*ASSIGNMENT*
Nothing in the records may change. Print them all again.

===== INFORMATION

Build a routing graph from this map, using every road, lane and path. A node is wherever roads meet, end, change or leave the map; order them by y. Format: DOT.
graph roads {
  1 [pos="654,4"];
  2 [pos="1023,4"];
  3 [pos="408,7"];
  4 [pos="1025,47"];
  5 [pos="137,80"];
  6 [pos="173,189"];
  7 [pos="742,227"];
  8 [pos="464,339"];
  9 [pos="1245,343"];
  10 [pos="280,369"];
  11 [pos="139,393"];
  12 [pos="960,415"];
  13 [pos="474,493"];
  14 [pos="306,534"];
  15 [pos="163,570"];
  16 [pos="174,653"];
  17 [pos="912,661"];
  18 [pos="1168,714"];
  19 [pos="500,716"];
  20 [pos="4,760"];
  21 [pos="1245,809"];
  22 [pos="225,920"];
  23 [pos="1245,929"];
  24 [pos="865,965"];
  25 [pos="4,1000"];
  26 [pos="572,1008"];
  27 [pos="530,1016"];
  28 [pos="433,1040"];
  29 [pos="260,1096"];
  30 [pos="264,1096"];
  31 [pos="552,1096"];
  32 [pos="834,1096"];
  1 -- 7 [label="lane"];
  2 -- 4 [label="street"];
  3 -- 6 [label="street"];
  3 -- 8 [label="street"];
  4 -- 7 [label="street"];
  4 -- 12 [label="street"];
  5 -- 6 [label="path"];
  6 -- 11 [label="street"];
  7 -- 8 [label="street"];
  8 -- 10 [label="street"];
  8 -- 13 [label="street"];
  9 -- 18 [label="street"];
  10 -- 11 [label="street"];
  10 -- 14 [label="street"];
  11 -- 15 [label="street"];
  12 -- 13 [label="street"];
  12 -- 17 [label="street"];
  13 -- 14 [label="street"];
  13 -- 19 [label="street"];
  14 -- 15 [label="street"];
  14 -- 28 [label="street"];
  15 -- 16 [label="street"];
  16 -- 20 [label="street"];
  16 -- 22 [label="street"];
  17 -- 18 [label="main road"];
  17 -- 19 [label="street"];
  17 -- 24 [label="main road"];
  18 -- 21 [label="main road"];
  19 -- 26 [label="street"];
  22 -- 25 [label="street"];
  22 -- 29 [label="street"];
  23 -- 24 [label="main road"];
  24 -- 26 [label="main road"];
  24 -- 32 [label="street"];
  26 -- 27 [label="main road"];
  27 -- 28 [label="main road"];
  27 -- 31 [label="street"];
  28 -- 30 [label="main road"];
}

==========

*OUTPUT BELOW*
Build a routing graph from this map, using every road, lane and path. A node is wherever roads meet, end, change or leave the map; order them by y. Format: DOT.
graph roads {
  1 [pos="654,4"];
  2 [pos="1023,4"];
  3 [pos="408,7"];
  4 [pos="1025,47"];
  5 [pos="137,80"];
  6 [pos="173,189"];
  7 [pos="742,227"];
  8 [pos="464,339"];
  9 [pos="1245,343"];
  10 [pos="280,369"];
  11 [pos="139,393"];
  12 [pos="960,415"];
  13 [pos="474,493"];
  14 [pos="306,534"];
  15 [pos="163,570"];
  16 [pos="174,653"];
  17 [pos="912,661"];
  18 [pos="1168,714"];
  19 [pos="500,716"];
  20 [pos="4,760"];
  21 [pos="1245,809"];
  22 [pos="225,920"];
  23 [pos="1245,929"];
  24 [pos="865,965"];
  25 [pos="4,1000"];
  26 [pos="572,1008"];
  27 [pos="530,1016"];
  28 [pos="433,1040"];
  29 [pos="260,1096"];
  30 [pos="264,1096"];
  31 [pos="552,1096"];
  32 [pos="834,1096"];
  1 -- 7 [label="lane"];
  2 -- 4 [label="street"];
  3 -- 6 [label="street"];
  3 -- 8 [label="street"];
  4 -- 7 [label="street"];
  4 -- 12 [label="street"];
  5 -- 6 [label="path"];
  6 -- 11 [label="street"];
  7 -- 8 [label="street"];
  8 -- 10 [label="street"];
  8 -- 13 [label="street"];
  9 -- 18 [label="street"];
  10 -- 11 [label="street"];
  10 -- 14 [label="street"];
  11 -- 15 [label="street"];
  12 -- 13 [label="street"];
  12 -- 17 [label="street"];
  13 -- 14 [label="street"];
  13 -- 19 [label="street"];
  14 -- 15 [label="street"];
  14 -- 28 [label="street"];
  15 -- 16 [label="street"];
  16 -- 20 [label="street"];
  16 -- 22 [label="street"];
  17 -- 18 [label="main road"];
  17 -- 19 [label="street"];
  17 -- 24 [label="main road"];
  18 -- 21 [label="main road"];
  19 -- 26 [label="street"];
  22 -- 25 [label="street"];
  22 -- 29 [label="street"];
  23 -- 24 [label="main road"];
  24 -- 26 [label="main road"];
  24 -- 32 [label="street"];
  26 -- 27 [label="main road"];
  27 -- 28 [label="main road"];
  27 -- 31 [label="street"];
  28 -- 30 [label="main road"];
}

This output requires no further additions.